With the pictures left out, write out the records verbatim.

═══ Extracted material ═══

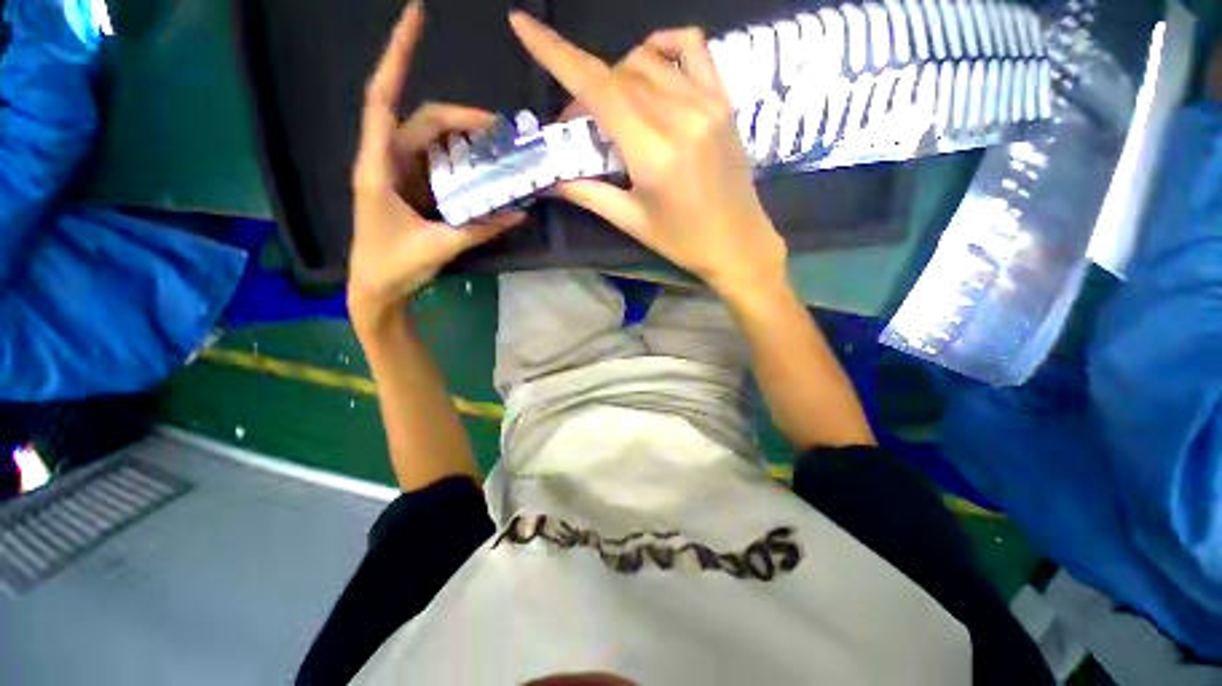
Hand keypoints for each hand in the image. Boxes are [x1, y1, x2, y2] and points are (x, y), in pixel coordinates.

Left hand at [349, 1, 522, 325]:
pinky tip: (485, 173)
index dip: (397, 55)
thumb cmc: (394, 266)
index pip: (383, 98)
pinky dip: (463, 165)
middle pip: (426, 122)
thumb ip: (480, 229)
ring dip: (467, 143)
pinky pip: (440, 166)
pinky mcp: (413, 189)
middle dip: (465, 120)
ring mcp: (401, 174)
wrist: (376, 289)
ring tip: (501, 153)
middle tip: (504, 133)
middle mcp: (387, 161)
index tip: (415, 14)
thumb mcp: (440, 247)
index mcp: (379, 167)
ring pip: (434, 142)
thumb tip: (519, 213)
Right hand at [509, 13, 788, 294]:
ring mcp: (706, 102)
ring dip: (617, 77)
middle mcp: (679, 116)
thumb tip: (553, 179)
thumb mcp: (632, 222)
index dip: (555, 53)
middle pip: (616, 76)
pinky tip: (650, 66)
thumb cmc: (683, 241)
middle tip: (580, 127)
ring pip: (645, 61)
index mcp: (653, 152)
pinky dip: (663, 47)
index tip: (522, 25)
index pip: (597, 87)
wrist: (738, 243)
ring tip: (613, 109)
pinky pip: (692, 48)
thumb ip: (589, 194)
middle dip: (585, 93)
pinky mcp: (723, 100)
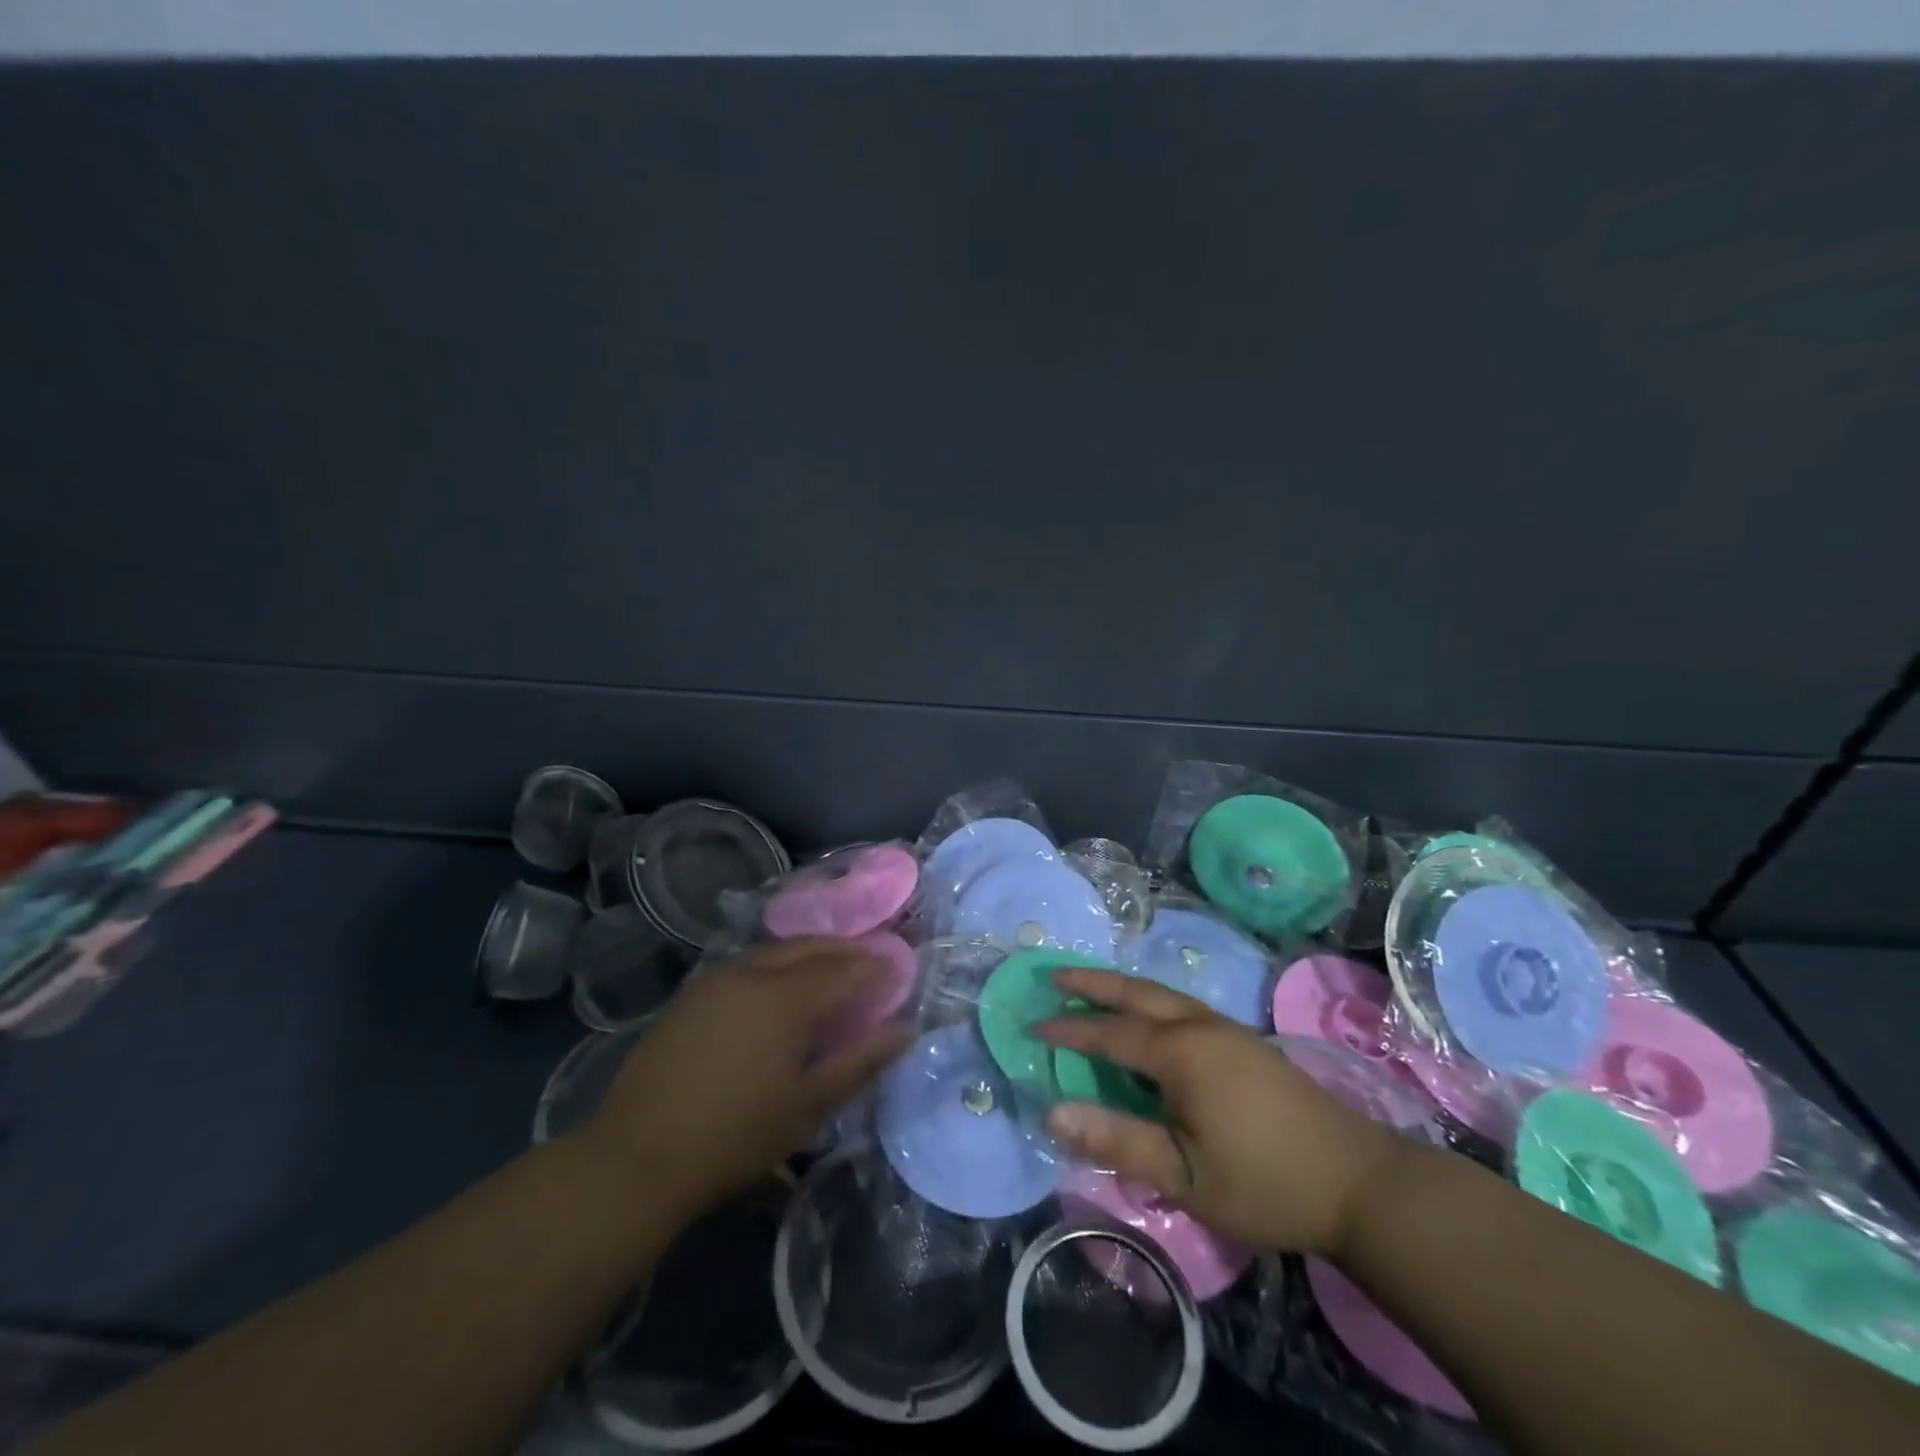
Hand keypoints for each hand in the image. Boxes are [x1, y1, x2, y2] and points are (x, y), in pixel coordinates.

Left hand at [586, 939, 910, 1219]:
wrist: (638, 1156)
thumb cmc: (736, 1134)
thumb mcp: (809, 1105)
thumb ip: (861, 1062)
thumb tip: (905, 1031)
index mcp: (786, 996)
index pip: (844, 969)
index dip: (875, 968)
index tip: (899, 972)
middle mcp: (753, 973)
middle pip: (809, 947)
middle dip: (844, 951)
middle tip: (868, 964)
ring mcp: (715, 980)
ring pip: (775, 952)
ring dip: (809, 955)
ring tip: (829, 974)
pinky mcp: (690, 996)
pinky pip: (747, 967)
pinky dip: (776, 967)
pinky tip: (778, 993)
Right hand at [1038, 968, 1410, 1256]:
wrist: (1358, 1181)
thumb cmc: (1265, 1182)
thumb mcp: (1184, 1175)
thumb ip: (1117, 1139)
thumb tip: (1052, 1112)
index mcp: (1181, 1053)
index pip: (1110, 1033)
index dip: (1069, 1031)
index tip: (1033, 1026)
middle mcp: (1200, 1026)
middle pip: (1135, 992)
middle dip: (1091, 982)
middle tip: (1053, 975)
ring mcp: (1227, 1029)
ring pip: (1161, 994)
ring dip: (1121, 986)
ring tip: (1089, 986)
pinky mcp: (1245, 1041)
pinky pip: (1182, 1005)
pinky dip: (1149, 1000)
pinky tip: (1147, 1016)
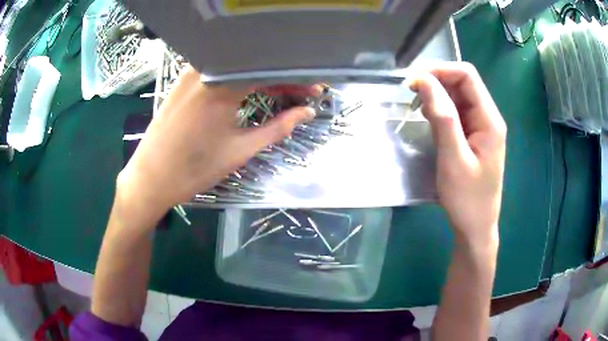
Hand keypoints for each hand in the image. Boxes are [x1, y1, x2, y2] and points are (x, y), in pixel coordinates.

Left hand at [118, 67, 318, 211]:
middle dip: (282, 77)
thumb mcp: (240, 149)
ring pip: (236, 67)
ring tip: (280, 92)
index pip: (270, 71)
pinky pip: (219, 72)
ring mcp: (192, 72)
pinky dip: (239, 79)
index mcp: (222, 83)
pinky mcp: (183, 80)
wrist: (151, 178)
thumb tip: (307, 113)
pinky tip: (250, 90)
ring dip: (260, 77)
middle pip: (254, 65)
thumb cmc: (194, 168)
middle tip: (302, 92)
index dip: (297, 80)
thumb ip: (278, 127)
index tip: (315, 89)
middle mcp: (207, 68)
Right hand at [409, 62, 505, 247]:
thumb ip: (442, 118)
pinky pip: (457, 112)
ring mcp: (481, 127)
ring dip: (437, 94)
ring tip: (416, 104)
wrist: (476, 227)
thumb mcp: (453, 159)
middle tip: (411, 92)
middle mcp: (488, 117)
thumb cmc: (467, 199)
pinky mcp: (473, 136)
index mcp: (490, 120)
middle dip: (437, 80)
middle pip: (463, 83)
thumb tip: (424, 81)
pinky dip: (440, 108)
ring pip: (459, 96)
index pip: (467, 76)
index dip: (440, 70)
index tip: (414, 81)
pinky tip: (428, 117)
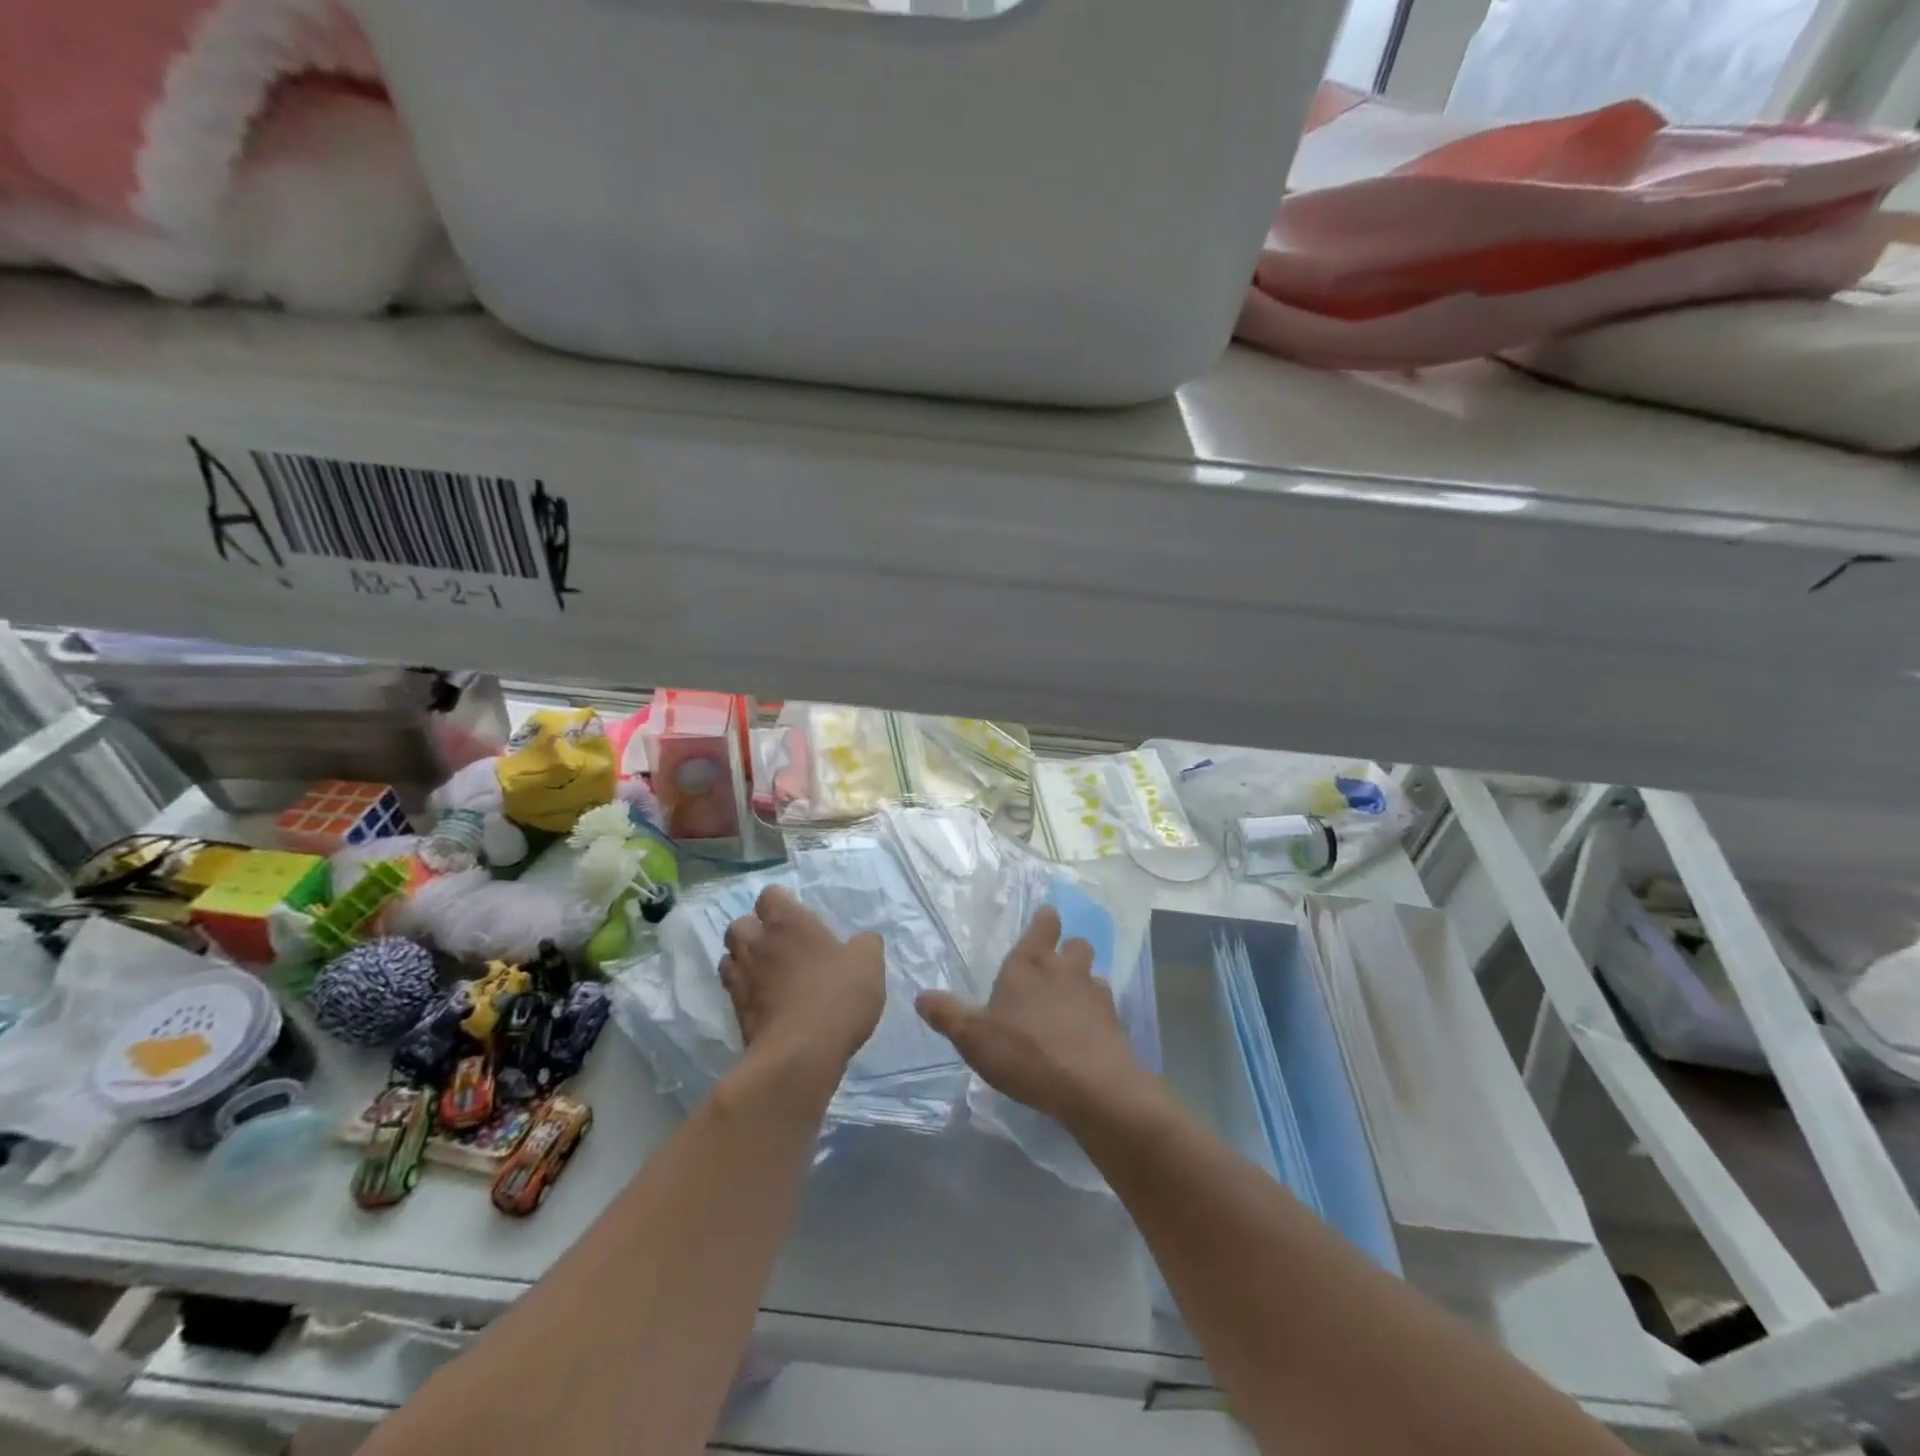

═══

*Exercise answer:*
Hand keypoints for each hand in the image. Boxes are [x1, y1, x2, y2] and points are (x, y), in pixel coordinates.

Left hand at [349, 1, 522, 325]:
pinky tip: (485, 173)
index dip: (397, 55)
thumb cmc: (394, 266)
index pip: (383, 98)
pinky dip: (463, 165)
middle pip: (426, 122)
thumb ip: (480, 229)
ring dip: (467, 143)
pinky pip: (440, 166)
pinky mcp: (413, 189)
middle dip: (465, 120)
ring mcp: (401, 174)
wrist: (376, 289)
ring tip: (501, 153)
middle tip: (504, 133)
middle mcp: (387, 161)
index tip: (415, 14)
thumb mcp: (440, 247)
index mcp: (379, 167)
ring pip: (434, 142)
thumb tip: (519, 213)
Right hand at [509, 13, 788, 294]:
ring mcp: (706, 102)
ring dip: (617, 77)
middle mcp: (679, 116)
thumb tip: (553, 179)
thumb mcp: (632, 222)
index dip: (555, 53)
middle pip: (616, 76)
pinky tip: (650, 66)
thumb cmc: (683, 241)
middle tip: (580, 127)
ring pip: (645, 61)
index mcp: (653, 152)
pinky dip: (663, 47)
index tip: (522, 25)
index pip: (597, 87)
wrist: (738, 243)
ring tip: (613, 109)
pinky pip: (692, 48)
thumb ip: (589, 194)
middle dip: (585, 93)
pinky mcp: (723, 100)
Hand keypoints for each hand in the image. Boxes are [x1, y1, x2, y2] and points are (x, y), in pixel coordinates.

Left hand at [586, 939, 910, 1219]:
wrist: (638, 1156)
thumb cmc: (736, 1134)
thumb mcp: (809, 1105)
thumb ip: (861, 1062)
thumb tip: (905, 1031)
index mcp: (786, 996)
index pip: (844, 969)
index dip: (875, 968)
index tip: (899, 972)
middle mcp: (753, 973)
middle pip: (809, 947)
middle dip: (844, 951)
middle tip: (868, 964)
ring mcp: (715, 980)
ring pip: (775, 952)
ring dip: (809, 955)
ring tip: (829, 974)
pinky mcp: (690, 996)
pinky pip: (747, 967)
pinky dip: (776, 967)
pinky tip: (778, 993)
Right hand at [1038, 968, 1410, 1256]:
wrist: (1358, 1181)
thumb cmc: (1265, 1182)
thumb mcp: (1184, 1175)
thumb ip: (1117, 1139)
thumb tip: (1052, 1112)
index mcp: (1181, 1053)
index pip: (1110, 1033)
index dip: (1069, 1031)
index tip: (1033, 1026)
middle mcp: (1200, 1026)
middle pip: (1135, 992)
middle dip: (1091, 982)
middle tip: (1053, 975)
ring mcp: (1227, 1029)
ring pip: (1161, 994)
ring dip: (1121, 986)
ring tip: (1089, 986)
pinky mcp: (1245, 1041)
pinky pip: (1182, 1005)
pinky dip: (1149, 1000)
pinky tip: (1147, 1016)
Hand keypoints for each hand in the image. Boxes are [x1, y1, x2, y2] and points are (x, y), in pixel coordinates.

Left hand at [118, 67, 318, 211]:
middle dip: (282, 77)
thumb mcp: (240, 149)
ring pip: (236, 67)
ring tip: (280, 92)
index pip: (270, 71)
pinky pip: (219, 72)
ring mcp: (192, 72)
pinky dip: (239, 79)
index mcp: (222, 83)
pinky mcp: (183, 80)
wrist: (151, 178)
thumb tip: (307, 113)
pinky tip: (250, 90)
ring dip: (260, 77)
middle pip: (254, 65)
thumb cmc: (194, 168)
middle tip: (302, 92)
index dip: (297, 80)
thumb ip: (278, 127)
index tip: (315, 89)
middle mcp: (207, 68)
Right hand at [409, 62, 505, 247]:
thumb ip: (442, 118)
pinky pip: (457, 112)
ring mcp: (481, 127)
ring dip: (437, 94)
ring tip: (416, 104)
wrist: (476, 227)
thumb mcp: (453, 159)
middle tip: (411, 92)
middle mcp: (488, 117)
thumb cmc: (467, 199)
pinky mcp: (473, 136)
index mcp: (490, 120)
middle dip: (437, 80)
middle pip: (463, 83)
thumb tip: (424, 81)
pinky dip: (440, 108)
ring pip: (459, 96)
index pip: (467, 76)
index dip: (440, 70)
index tip: (414, 81)
pinky tip: (428, 117)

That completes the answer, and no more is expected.